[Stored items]
◆ ◆ ◆ ◆

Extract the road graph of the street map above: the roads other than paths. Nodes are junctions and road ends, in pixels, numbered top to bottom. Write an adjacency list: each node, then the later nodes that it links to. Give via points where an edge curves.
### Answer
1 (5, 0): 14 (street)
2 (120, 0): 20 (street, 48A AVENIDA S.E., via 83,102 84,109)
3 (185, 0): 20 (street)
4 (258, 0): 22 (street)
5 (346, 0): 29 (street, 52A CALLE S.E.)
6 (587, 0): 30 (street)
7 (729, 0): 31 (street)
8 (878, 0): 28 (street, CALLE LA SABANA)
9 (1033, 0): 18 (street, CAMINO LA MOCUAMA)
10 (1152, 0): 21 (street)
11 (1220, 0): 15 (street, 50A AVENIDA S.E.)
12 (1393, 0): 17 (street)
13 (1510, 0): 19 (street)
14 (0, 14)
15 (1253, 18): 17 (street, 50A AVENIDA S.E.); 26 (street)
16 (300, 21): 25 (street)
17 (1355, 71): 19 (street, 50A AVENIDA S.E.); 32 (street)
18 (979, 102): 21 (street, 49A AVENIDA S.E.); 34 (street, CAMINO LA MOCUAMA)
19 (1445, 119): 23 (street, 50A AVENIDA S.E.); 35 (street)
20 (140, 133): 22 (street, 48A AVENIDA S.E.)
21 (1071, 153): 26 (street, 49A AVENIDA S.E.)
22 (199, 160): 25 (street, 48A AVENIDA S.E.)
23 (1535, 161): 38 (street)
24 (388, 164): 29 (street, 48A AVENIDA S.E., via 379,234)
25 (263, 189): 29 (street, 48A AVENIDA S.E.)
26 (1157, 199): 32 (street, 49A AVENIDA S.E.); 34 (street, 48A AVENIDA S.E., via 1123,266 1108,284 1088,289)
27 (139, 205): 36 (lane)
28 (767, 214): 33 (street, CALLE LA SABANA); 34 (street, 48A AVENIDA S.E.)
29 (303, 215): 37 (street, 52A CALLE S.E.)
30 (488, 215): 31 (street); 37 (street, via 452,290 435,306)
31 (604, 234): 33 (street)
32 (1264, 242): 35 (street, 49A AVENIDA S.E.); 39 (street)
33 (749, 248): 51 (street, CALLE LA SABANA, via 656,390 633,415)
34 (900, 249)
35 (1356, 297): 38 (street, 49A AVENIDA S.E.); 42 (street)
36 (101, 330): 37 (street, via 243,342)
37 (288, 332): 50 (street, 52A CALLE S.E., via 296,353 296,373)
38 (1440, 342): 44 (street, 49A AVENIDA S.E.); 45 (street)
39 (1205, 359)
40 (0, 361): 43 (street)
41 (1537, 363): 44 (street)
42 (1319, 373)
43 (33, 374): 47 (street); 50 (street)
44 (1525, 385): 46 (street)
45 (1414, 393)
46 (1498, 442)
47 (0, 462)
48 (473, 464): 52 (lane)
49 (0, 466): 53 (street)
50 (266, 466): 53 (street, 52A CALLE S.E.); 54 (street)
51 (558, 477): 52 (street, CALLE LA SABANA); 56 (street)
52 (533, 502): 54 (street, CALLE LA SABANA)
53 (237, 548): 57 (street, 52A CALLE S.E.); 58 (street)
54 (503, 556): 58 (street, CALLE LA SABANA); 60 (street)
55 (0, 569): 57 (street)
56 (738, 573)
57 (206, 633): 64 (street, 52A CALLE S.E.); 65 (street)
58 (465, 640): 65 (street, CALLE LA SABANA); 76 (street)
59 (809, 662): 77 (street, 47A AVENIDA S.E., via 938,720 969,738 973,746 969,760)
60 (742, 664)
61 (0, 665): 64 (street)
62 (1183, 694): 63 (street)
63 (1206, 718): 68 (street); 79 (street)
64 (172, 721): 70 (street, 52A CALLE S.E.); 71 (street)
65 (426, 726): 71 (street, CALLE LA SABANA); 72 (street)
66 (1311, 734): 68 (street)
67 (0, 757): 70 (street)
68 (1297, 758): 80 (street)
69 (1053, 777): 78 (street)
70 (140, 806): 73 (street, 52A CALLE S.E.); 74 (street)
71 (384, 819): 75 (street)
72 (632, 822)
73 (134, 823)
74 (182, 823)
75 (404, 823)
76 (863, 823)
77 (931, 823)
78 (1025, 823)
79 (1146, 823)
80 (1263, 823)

◆ ◆ ◆ ◆

- **What to work on**
Please reproduce each entry exactly as it appears.

- **Final answer**
Extract the road graph of the street map above: the roads other than paths. Nodes are junctions and road ends, in pixels, numbered top to bottom. Write an adjacency list: each node, then the later nodes that it links to. Give via points where an edge curves.
### Answer
1 (5, 0): 14 (street)
2 (120, 0): 20 (street, 48A AVENIDA S.E., via 83,102 84,109)
3 (185, 0): 20 (street)
4 (258, 0): 22 (street)
5 (346, 0): 29 (street, 52A CALLE S.E.)
6 (587, 0): 30 (street)
7 (729, 0): 31 (street)
8 (878, 0): 28 (street, CALLE LA SABANA)
9 (1033, 0): 18 (street, CAMINO LA MOCUAMA)
10 (1152, 0): 21 (street)
11 (1220, 0): 15 (street, 50A AVENIDA S.E.)
12 (1393, 0): 17 (street)
13 (1510, 0): 19 (street)
14 (0, 14)
15 (1253, 18): 17 (street, 50A AVENIDA S.E.); 26 (street)
16 (300, 21): 25 (street)
17 (1355, 71): 19 (street, 50A AVENIDA S.E.); 32 (street)
18 (979, 102): 21 (street, 49A AVENIDA S.E.); 34 (street, CAMINO LA MOCUAMA)
19 (1445, 119): 23 (street, 50A AVENIDA S.E.); 35 (street)
20 (140, 133): 22 (street, 48A AVENIDA S.E.)
21 (1071, 153): 26 (street, 49A AVENIDA S.E.)
22 (199, 160): 25 (street, 48A AVENIDA S.E.)
23 (1535, 161): 38 (street)
24 (388, 164): 29 (street, 48A AVENIDA S.E., via 379,234)
25 (263, 189): 29 (street, 48A AVENIDA S.E.)
26 (1157, 199): 32 (street, 49A AVENIDA S.E.); 34 (street, 48A AVENIDA S.E., via 1123,266 1108,284 1088,289)
27 (139, 205): 36 (lane)
28 (767, 214): 33 (street, CALLE LA SABANA); 34 (street, 48A AVENIDA S.E.)
29 (303, 215): 37 (street, 52A CALLE S.E.)
30 (488, 215): 31 (street); 37 (street, via 452,290 435,306)
31 (604, 234): 33 (street)
32 (1264, 242): 35 (street, 49A AVENIDA S.E.); 39 (street)
33 (749, 248): 51 (street, CALLE LA SABANA, via 656,390 633,415)
34 (900, 249)
35 (1356, 297): 38 (street, 49A AVENIDA S.E.); 42 (street)
36 (101, 330): 37 (street, via 243,342)
37 (288, 332): 50 (street, 52A CALLE S.E., via 296,353 296,373)
38 (1440, 342): 44 (street, 49A AVENIDA S.E.); 45 (street)
39 (1205, 359)
40 (0, 361): 43 (street)
41 (1537, 363): 44 (street)
42 (1319, 373)
43 (33, 374): 47 (street); 50 (street)
44 (1525, 385): 46 (street)
45 (1414, 393)
46 (1498, 442)
47 (0, 462)
48 (473, 464): 52 (lane)
49 (0, 466): 53 (street)
50 (266, 466): 53 (street, 52A CALLE S.E.); 54 (street)
51 (558, 477): 52 (street, CALLE LA SABANA); 56 (street)
52 (533, 502): 54 (street, CALLE LA SABANA)
53 (237, 548): 57 (street, 52A CALLE S.E.); 58 (street)
54 (503, 556): 58 (street, CALLE LA SABANA); 60 (street)
55 (0, 569): 57 (street)
56 (738, 573)
57 (206, 633): 64 (street, 52A CALLE S.E.); 65 (street)
58 (465, 640): 65 (street, CALLE LA SABANA); 76 (street)
59 (809, 662): 77 (street, 47A AVENIDA S.E., via 938,720 969,738 973,746 969,760)
60 (742, 664)
61 (0, 665): 64 (street)
62 (1183, 694): 63 (street)
63 (1206, 718): 68 (street); 79 (street)
64 (172, 721): 70 (street, 52A CALLE S.E.); 71 (street)
65 (426, 726): 71 (street, CALLE LA SABANA); 72 (street)
66 (1311, 734): 68 (street)
67 (0, 757): 70 (street)
68 (1297, 758): 80 (street)
69 (1053, 777): 78 (street)
70 (140, 806): 73 (street, 52A CALLE S.E.); 74 (street)
71 (384, 819): 75 (street)
72 (632, 822)
73 (134, 823)
74 (182, 823)
75 (404, 823)
76 (863, 823)
77 (931, 823)
78 (1025, 823)
79 (1146, 823)
80 (1263, 823)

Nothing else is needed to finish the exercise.